Raise the possibility of real-time Artificial Intelligence (AI) and the issue of processing power inevitably follows hot on its heels.

But while extracting actionable insights in the shortest possible timeis a business imperative for organisations that hope to remain competitive, computing power is only part of the challenge.

According to the 2016 Gartner Market Guide for Self-Service Data Preparation analytics users spend the majority of their time either preparing data for analysis or waiting for data to be prepared for them.

This exposes a crucial but often overlooked aspect of the data processing function – data quality. It is imperative that the insights gained from analytics and AI are not just quick, but also accurate and reliable.

Staying ahead

Why does speed matter? Quite simply because markets move fast and databases decay – at the rate of more than 20% a year, according to one report. To get relevant actionable insights, businesses need to keep up by replacing obsolete data with current data as quickly as possible.

With data informing every aspect of operations – it's already been deployed in some form by nine in 10 leaders of large Australian businesses, according to 2018 research from Infosys – ensuring data quality is paramount. Real-time analytics and AI help organisations adjust offers and pricing to current market events, target new and existing customers with tailored options and respond to competitors' offerings.

The ability for employees to access data on demand is key to a successful AI strategy. This is why self-service analytics, cloud-based data access, data preparation and data integration are so important for today's businesses. With more data in the cloud than ever before, companies need to take a new, cloud-first approach to data management. In an ideal world, this involves creating a carefully balanced data environment which ensures data privacy and protection, while offering the right people the access they need, when they need it.

Eliminating poor data

Gartner estimates poor data costs organisations, on average, $15 million every year. The Harvard Business Review credits this to what it dubs “hidden data factories”, where departments end up having to check and correct data that's already ‘in the system'.

In a world where data has been termed the ‘new oil', it makes sense for businesses to ensure their information is top quality but current processes for doing so are tedious and inefficient. Data deluge, in the form of vast amounts of unstructured, unvetted data, leads to organisations only mining a fraction of what's available to them. And if data scientists do invest significant time refining and preparing data, the insights gleaned may no longer be timely.

Adopting an augmented intelligence approach

When it comes to exploiting structured data, de-duplication of databases is a critical but time-consuming task. AI can be used to slash the time this takes by cleansing duplicated data sets, provided the data is perfect. Unfortunately, in the real world, it rarely is. In many scenarios, augmented intelligence – a combination of AI and human smarts – is likely to be called for.

Here's an example of how it can work. Natural Language Processing (NLP) makes it possible to teach machines to understand natural human language, whether verbal or written, within unstructured data sets.

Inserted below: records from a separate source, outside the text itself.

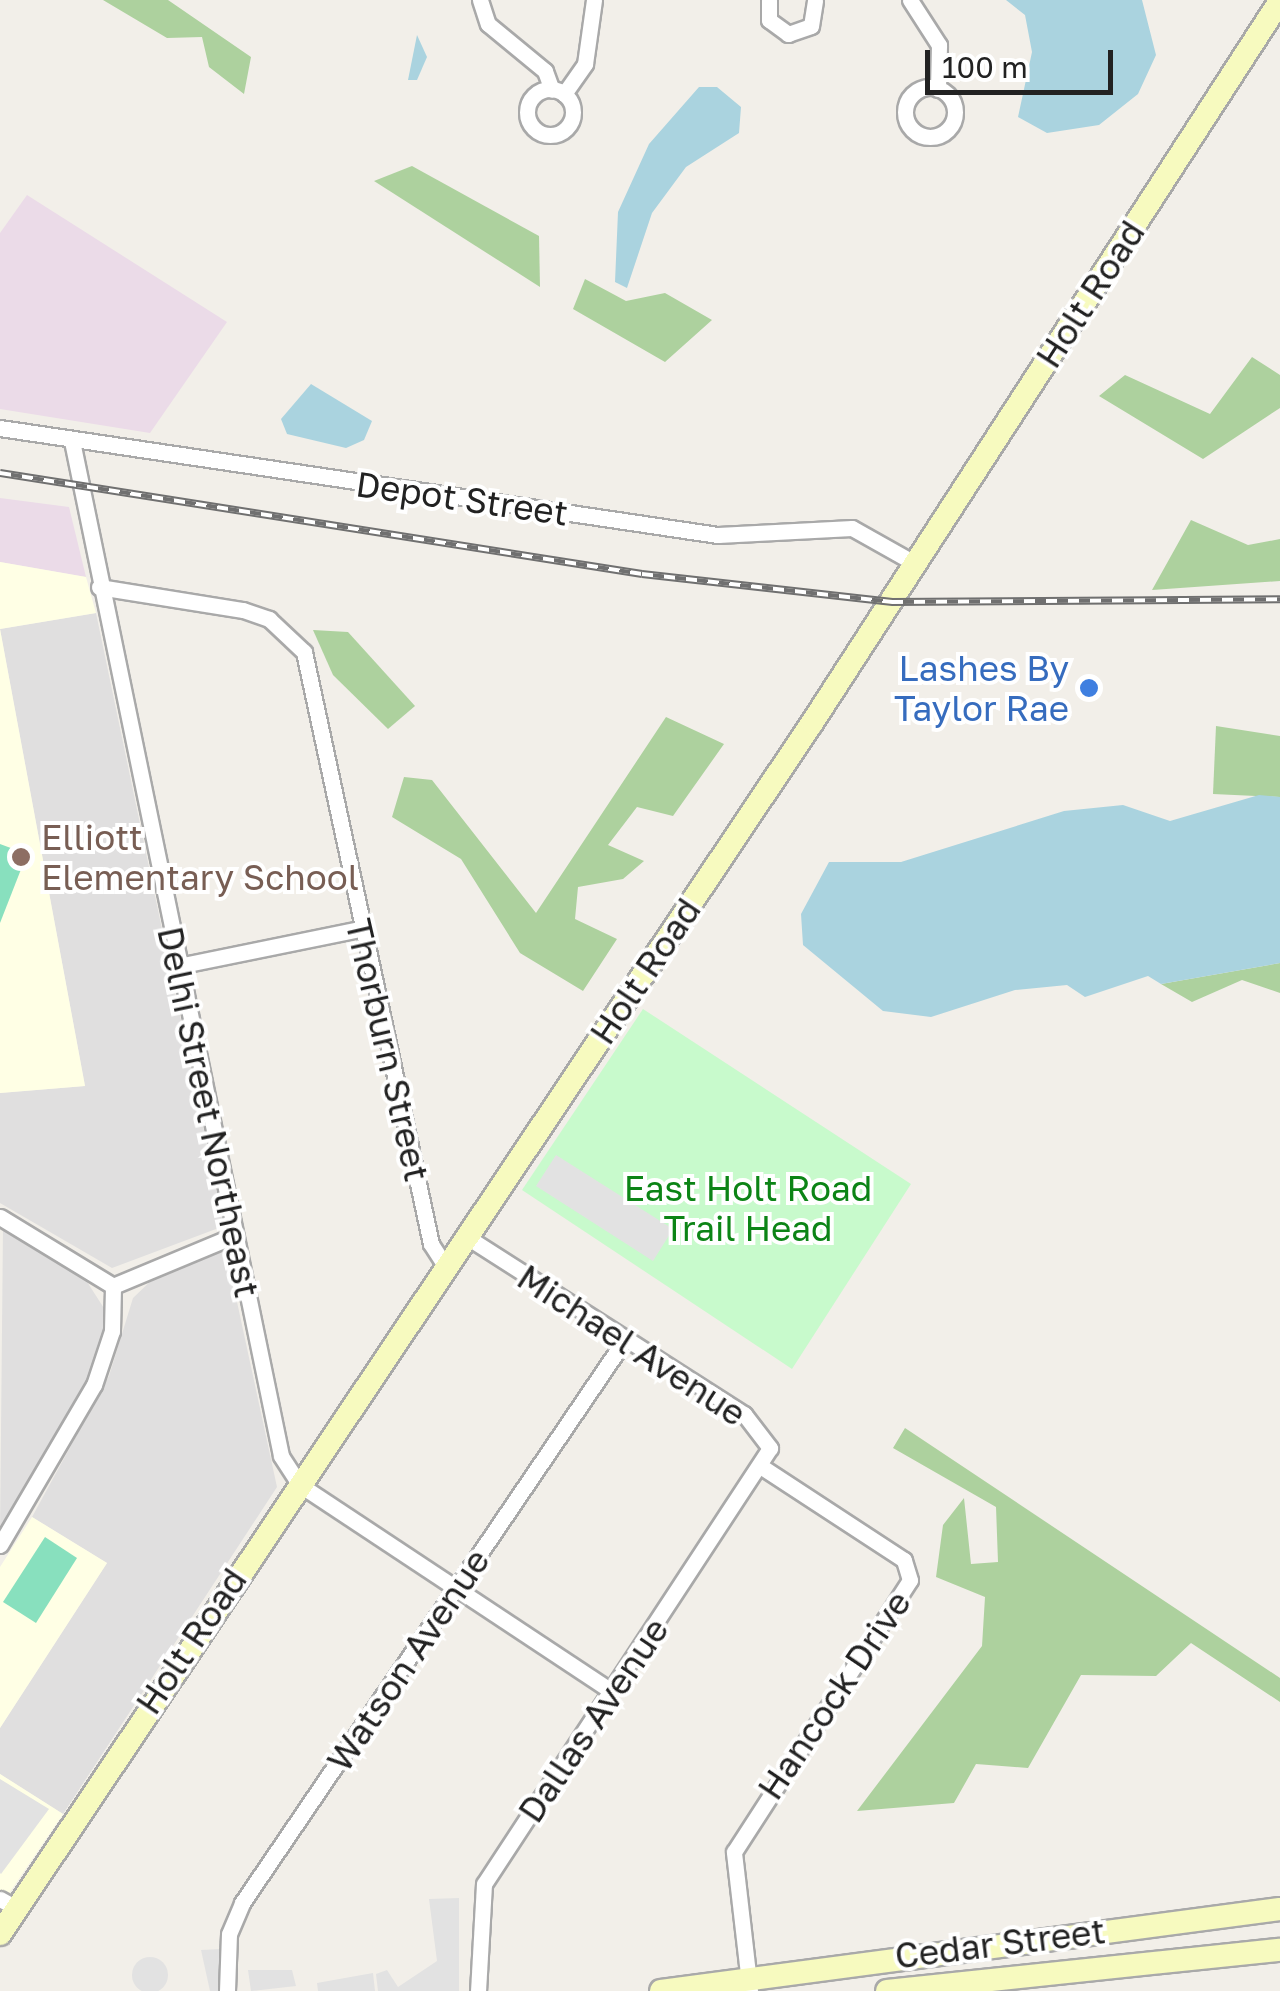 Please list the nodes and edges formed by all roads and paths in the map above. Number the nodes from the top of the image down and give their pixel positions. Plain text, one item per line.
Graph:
1 (480, 0) edge
2 (594, 0) edge
3 (769, 0) edge
4 (815, 0) edge
5 (910, 0) edge
6 (1280, 1) edge
7 (938, 89) dead end
8 (0, 428) edge
9 (72, 440) junction
10 (916, 564) junction
11 (99, 586) junction
12 (360, 929) junction
13 (178, 966) junction
14 (0, 1217) edge
15 (234, 1236) junction
16 (466, 1237) junction
17 (446, 1268) junction
18 (113, 1286) junction
19 (624, 1341) junction
20 (764, 1469) junction
21 (300, 1485) junction
22 (0, 1545) edge
23 (456, 1589) junction
24 (610, 1690) junction
25 (8, 1903) edge
26 (1280, 1909) edge
27 (1160, 1923) junction
28 (0, 1934) edge
29 (1280, 1950) edge
30 (931, 1952) junction
31 (1112, 1968) junction
32 (750, 1984) edge
33 (227, 1991) edge
34 (478, 1991) edge
35 (661, 1991) edge
36 (878, 1991) edge
37 (887, 1991) edge

1 - 2 street
3 - 4 street
5 - 7 street
6 - 10 main road, Holt Road
8 - 9 street, Depot Street
9 - 10 street, Depot Street
9 - 11 street, Delhi Street Northeast
10 - 16 main road, Holt Road
11 - 12 street, Thorburn Street
11 - 13 street, Delhi Street Northeast
12 - 13 street
12 - 17 street, Thorburn Street
13 - 15 street, Delhi Street Northeast
14 - 18 street
15 - 18 street
15 - 21 street, Delhi Street Northeast
16 - 17 main road, Holt Road
16 - 19 street, Michael Avenue
17 - 21 main road, Holt Road
18 - 22 street
19 - 20 street, Michael Avenue
19 - 23 street, Watson Avenue
20 - 24 street, Dallas Avenue
20 - 32 street, Hancock Drive
21 - 23 street
21 - 25 main road, Holt Road
23 - 24 street
23 - 33 street, Watson Avenue
24 - 34 street, Dallas Avenue
25 - 28 main road, Holt Road
26 - 27 main road, Cedar Street
27 - 30 main road, Cedar Street
27 - 31 main road
29 - 31 main road, Cedar Street
30 - 32 main road, Cedar Street
30 - 36 main road
31 - 37 main road, Cedar Street
32 - 35 main road, Cedar Street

By extracting information, including names and phone numbers, from unstructured data sets such as email threads and notes pages, NLP can contribute to a data quality strategy.

This practice can be employed to good effect in what could be dubbed the ‘lazy sales rep' scenario. The Salesforce system is commonly used to store useful information such as phone numbers and job titles but until now this data has been largely unexploited. Harnessing AI can change this. By labelling words within an unstructured data set, users can give analytics programs the information that's needed to automate tasks and extend the outcomes of certain labels across larger data sets.

The upshot of this is that previously unexploited data can be put to use within the business. It's an example of humans helping machines to help humans – or augmented intelligence in action.